Washington University's Knight Alzheimer's Disease Research Center.
Cognitively normal middle to older age individuals with and without a FH for AD (n=269).
Main Outcome Measures
Clinical and cognitive measures, magnetic resonance imaging (MRI)-based brain volumes, diffusion tensor imaging (DTI)-based white matter microstructure, cerebrospinal fluid (CSF) biomarkers, and molecular imaging of cerebral fibrillar amyloid with positron emission tomography (PET) using the [11C] benzothiazole tracer, Pittsburgh Compound-B (PIB).

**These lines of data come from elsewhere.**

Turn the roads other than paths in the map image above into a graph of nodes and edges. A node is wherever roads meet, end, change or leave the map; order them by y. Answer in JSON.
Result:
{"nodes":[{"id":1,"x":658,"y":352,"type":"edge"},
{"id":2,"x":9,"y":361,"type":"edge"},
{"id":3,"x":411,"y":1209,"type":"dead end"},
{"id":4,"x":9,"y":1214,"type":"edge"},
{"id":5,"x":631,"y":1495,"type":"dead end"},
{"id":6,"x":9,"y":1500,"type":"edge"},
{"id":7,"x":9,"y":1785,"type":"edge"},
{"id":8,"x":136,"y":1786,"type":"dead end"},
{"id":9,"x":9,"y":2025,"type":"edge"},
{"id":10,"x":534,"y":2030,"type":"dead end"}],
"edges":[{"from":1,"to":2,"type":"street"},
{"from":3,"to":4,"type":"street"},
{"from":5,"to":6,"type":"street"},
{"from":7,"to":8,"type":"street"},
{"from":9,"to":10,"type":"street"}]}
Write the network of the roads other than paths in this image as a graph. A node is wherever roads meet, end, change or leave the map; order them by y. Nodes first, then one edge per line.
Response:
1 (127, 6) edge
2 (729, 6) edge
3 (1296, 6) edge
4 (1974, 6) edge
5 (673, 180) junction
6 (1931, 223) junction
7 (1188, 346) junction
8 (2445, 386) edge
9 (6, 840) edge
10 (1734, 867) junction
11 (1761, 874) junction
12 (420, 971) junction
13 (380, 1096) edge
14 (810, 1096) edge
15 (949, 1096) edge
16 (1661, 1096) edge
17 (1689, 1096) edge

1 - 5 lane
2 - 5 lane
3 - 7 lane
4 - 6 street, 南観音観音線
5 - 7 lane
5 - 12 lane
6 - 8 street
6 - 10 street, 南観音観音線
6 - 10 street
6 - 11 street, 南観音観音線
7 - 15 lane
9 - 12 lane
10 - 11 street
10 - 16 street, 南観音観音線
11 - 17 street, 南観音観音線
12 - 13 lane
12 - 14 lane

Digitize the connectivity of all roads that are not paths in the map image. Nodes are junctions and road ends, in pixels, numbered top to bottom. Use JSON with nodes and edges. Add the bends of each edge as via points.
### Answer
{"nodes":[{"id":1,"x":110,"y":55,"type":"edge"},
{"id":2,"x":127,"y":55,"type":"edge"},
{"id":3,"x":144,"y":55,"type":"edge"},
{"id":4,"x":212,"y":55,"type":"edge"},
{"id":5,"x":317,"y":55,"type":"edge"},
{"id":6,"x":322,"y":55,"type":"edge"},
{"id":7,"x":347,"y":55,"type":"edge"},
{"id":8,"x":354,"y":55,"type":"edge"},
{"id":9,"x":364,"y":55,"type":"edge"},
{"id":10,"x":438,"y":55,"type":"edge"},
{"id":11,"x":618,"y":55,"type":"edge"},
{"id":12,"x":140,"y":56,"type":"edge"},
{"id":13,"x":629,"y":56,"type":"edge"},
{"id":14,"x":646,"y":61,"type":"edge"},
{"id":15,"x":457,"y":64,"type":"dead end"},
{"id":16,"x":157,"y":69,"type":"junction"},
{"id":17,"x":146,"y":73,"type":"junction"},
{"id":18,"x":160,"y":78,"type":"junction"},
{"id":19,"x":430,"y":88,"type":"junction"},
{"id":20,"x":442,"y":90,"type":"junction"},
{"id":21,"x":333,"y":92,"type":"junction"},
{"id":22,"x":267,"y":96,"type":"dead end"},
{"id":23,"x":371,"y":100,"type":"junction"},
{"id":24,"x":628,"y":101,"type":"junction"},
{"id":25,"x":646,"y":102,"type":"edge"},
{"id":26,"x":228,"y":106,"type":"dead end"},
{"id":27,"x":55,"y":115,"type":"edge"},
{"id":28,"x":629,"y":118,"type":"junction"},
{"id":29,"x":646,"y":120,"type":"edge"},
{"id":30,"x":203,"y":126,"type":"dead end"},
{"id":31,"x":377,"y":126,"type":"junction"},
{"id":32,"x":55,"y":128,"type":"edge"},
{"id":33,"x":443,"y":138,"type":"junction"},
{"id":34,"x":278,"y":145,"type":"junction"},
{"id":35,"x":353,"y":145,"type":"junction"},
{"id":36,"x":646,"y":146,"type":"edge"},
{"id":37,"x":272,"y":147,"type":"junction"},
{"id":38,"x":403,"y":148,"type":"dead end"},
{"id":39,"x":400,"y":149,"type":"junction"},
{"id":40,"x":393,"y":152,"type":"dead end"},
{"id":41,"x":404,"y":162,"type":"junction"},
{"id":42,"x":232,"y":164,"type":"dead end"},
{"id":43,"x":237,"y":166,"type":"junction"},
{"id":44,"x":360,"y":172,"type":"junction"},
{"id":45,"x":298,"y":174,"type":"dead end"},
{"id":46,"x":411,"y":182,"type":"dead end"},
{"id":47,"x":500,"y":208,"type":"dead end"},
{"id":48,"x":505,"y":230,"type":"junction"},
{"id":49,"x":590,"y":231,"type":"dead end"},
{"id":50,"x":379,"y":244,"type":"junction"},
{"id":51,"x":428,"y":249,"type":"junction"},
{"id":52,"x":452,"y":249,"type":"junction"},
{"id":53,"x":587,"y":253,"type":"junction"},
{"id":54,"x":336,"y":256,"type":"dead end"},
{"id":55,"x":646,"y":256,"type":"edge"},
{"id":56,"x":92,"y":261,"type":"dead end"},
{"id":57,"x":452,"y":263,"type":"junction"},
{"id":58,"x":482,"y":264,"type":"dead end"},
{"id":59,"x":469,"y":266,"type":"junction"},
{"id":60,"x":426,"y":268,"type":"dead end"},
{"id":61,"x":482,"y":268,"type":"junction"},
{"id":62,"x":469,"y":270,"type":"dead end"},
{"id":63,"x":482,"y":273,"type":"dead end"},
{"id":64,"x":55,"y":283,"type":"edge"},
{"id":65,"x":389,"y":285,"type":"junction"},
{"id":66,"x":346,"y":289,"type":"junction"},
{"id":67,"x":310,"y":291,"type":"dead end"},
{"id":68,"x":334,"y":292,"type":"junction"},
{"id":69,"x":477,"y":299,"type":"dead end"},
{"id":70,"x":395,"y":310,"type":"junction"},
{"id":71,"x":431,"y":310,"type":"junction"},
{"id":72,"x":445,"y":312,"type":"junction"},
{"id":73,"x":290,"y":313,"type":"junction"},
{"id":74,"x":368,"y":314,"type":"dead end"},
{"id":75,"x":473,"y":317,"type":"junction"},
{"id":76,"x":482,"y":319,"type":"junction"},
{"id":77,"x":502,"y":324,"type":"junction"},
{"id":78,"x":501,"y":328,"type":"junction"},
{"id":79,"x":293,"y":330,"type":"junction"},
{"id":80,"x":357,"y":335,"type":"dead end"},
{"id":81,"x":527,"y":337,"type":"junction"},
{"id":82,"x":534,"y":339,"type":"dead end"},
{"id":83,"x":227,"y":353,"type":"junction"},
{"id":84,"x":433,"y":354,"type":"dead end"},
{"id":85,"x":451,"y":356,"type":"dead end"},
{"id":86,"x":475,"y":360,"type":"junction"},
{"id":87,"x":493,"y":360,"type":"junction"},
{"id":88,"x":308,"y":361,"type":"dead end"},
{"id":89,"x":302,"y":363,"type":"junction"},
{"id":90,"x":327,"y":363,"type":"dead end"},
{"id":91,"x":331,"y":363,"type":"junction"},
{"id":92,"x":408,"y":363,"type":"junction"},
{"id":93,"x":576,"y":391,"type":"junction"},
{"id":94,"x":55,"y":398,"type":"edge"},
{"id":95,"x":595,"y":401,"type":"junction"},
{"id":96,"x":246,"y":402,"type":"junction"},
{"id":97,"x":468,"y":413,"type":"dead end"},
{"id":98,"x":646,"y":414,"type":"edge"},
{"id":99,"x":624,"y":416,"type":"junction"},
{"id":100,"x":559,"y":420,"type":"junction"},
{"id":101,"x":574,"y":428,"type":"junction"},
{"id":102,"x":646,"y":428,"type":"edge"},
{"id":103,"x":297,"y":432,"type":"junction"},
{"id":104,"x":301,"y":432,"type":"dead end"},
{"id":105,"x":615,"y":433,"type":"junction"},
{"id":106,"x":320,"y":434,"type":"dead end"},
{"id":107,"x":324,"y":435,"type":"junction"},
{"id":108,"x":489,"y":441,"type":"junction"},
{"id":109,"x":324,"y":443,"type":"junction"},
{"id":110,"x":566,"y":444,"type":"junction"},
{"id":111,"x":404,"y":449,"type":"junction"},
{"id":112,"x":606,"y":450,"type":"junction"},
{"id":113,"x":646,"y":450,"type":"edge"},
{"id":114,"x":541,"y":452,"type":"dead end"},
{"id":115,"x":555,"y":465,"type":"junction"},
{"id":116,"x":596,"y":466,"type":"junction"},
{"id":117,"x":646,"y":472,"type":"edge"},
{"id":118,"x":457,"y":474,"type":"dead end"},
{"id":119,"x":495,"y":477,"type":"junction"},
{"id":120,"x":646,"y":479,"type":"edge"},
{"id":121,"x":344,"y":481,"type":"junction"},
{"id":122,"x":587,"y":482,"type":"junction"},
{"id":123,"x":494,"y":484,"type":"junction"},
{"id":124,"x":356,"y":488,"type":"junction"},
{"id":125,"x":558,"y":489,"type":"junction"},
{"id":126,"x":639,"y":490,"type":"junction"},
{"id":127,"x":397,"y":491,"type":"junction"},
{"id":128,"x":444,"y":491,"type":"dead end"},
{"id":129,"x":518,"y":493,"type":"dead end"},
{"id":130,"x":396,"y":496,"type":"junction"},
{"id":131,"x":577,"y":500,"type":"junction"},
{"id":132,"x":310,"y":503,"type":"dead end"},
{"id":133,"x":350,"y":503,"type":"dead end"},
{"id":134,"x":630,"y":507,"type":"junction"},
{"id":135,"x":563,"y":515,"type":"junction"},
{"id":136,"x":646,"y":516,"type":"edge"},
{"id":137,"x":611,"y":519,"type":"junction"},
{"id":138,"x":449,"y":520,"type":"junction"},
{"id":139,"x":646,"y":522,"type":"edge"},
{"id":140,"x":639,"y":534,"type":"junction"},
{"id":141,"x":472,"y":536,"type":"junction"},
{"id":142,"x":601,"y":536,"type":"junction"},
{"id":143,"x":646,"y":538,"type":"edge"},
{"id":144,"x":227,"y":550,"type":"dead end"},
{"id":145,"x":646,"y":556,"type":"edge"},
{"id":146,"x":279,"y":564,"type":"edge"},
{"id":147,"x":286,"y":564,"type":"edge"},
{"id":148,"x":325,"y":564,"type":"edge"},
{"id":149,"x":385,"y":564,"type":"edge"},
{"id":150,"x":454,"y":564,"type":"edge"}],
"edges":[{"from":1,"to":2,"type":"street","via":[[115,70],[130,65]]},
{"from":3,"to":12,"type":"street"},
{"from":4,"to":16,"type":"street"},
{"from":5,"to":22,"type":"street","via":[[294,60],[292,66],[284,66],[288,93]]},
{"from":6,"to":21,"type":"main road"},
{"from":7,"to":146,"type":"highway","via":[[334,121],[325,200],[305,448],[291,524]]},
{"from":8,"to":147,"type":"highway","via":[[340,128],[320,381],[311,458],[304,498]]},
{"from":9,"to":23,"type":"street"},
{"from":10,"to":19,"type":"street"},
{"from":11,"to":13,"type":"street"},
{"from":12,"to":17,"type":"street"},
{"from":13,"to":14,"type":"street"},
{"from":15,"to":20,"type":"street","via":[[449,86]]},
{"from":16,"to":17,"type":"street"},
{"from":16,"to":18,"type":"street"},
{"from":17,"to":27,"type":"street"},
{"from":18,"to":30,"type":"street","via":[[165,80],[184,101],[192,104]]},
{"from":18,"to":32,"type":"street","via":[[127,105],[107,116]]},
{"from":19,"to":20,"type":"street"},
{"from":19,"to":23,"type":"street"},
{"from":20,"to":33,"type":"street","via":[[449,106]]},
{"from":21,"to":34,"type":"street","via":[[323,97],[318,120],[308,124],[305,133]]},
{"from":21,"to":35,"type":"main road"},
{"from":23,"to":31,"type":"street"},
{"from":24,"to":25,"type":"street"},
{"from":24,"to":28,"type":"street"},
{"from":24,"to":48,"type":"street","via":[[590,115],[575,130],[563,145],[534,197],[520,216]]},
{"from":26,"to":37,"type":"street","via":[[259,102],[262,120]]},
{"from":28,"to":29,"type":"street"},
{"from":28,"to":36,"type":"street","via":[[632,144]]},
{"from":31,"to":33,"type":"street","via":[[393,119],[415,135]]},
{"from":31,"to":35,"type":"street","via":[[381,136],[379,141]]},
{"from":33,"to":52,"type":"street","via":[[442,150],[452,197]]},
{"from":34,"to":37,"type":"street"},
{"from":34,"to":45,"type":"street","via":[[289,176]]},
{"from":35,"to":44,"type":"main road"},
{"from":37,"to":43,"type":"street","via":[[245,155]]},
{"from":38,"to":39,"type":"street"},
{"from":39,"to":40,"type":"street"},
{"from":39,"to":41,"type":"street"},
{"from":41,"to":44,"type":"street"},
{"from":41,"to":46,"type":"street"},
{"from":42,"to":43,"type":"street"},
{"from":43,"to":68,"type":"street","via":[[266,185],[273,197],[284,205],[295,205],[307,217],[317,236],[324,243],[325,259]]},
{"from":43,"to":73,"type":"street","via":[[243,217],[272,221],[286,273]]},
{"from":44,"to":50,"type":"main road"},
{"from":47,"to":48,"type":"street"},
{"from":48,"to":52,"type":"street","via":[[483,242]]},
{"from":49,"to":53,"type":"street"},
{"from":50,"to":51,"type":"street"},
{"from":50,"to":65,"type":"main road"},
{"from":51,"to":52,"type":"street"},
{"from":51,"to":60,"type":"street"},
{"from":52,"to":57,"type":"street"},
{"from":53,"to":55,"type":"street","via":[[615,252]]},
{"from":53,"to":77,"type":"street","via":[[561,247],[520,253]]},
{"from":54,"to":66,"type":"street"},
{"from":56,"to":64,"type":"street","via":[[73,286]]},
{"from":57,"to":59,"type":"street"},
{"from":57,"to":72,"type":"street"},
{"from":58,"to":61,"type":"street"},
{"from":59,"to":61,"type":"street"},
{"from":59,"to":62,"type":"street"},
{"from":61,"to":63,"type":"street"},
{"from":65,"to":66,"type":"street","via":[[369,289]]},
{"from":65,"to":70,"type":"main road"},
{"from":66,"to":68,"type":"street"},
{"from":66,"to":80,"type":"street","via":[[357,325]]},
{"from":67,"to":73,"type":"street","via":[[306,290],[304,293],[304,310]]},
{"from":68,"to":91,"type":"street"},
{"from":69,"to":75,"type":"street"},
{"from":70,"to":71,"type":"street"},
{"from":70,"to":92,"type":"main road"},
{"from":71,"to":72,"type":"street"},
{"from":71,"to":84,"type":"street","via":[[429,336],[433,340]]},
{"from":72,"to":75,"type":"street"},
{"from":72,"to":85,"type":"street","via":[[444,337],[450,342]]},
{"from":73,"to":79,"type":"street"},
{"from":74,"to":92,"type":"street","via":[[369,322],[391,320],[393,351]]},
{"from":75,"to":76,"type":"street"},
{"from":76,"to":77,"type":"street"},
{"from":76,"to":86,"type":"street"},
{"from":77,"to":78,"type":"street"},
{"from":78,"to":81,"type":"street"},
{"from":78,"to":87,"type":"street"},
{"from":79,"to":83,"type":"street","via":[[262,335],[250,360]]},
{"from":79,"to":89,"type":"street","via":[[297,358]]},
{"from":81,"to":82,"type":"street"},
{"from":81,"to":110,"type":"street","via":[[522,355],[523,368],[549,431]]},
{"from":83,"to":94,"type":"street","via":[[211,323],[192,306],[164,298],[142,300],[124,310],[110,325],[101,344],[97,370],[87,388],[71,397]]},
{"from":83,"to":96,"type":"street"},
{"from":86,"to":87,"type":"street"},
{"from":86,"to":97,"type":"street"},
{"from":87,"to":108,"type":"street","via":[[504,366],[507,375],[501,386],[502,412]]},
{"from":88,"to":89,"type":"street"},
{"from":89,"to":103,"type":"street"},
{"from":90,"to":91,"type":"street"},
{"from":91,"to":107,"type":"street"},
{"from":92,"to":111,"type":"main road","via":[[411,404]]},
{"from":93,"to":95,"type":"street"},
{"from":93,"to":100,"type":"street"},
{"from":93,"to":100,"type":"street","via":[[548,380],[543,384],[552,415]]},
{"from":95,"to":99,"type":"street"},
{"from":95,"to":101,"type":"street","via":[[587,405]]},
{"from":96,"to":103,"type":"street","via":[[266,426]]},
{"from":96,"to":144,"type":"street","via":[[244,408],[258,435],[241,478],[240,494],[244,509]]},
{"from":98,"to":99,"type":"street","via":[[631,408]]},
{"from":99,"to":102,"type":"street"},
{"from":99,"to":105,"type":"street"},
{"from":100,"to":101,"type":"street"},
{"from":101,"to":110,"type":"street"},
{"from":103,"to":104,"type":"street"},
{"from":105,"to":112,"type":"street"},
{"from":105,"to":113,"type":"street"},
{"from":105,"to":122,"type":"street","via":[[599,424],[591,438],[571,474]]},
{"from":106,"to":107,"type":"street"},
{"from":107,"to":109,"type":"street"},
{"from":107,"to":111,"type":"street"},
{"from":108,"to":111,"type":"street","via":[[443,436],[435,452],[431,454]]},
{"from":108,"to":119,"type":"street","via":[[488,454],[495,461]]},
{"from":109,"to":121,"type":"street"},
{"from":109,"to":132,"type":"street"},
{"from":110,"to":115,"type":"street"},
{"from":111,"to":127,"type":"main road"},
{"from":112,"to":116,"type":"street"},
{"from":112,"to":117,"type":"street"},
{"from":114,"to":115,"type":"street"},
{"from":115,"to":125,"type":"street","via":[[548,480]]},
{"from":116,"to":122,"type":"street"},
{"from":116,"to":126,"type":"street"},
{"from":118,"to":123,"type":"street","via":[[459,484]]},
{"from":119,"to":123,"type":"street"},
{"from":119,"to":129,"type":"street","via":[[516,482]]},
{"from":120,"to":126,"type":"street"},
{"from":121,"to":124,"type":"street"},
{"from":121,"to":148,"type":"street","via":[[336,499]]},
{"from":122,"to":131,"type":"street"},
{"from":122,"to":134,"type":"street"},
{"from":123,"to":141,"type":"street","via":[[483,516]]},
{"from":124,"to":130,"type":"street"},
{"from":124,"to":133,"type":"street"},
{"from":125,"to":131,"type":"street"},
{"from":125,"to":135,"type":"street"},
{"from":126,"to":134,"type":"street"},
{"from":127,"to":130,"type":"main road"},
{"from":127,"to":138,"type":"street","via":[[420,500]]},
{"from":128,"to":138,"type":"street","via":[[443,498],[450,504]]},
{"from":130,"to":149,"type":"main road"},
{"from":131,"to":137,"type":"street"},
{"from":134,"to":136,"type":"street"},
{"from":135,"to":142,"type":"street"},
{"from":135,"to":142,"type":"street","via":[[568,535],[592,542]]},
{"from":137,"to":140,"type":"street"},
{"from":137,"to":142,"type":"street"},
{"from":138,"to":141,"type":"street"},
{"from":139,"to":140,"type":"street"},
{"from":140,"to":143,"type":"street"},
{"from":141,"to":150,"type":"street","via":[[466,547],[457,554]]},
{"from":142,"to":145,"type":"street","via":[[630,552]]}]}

A positive FH for AD was associated with an age-related decrease of CSF Aβ42; the ε4 allele of apolipoprotein E (APOE4) did not alter this effect. Age-adjusted CSF Aβ42 was decreased for individuals with APOE4 compared with those without, and the decrease was larger for individuals with a positive FH compared with those without. The variation of CSF tau and PIB mean cortical binding potential (MCBP) increased by age. For individuals younger than 55, an age-related increase in MCBP was associated with APOE4, but not FH. For individuals older than 55, a positive FH and a positive APOE4 implied the fastest age-related increase in MCBP. A positive FH was associated with decreased fractional anisotropy from DTI in the genu and splenium of the corpus callosum.
Independent of APOE4, FH is associated with age-related change of several CSF, PIB and DTI biomarkers in cognitively normal middle to older age individuals, suggesting that non-APOE susceptibility genes for AD influence AD biomarkers.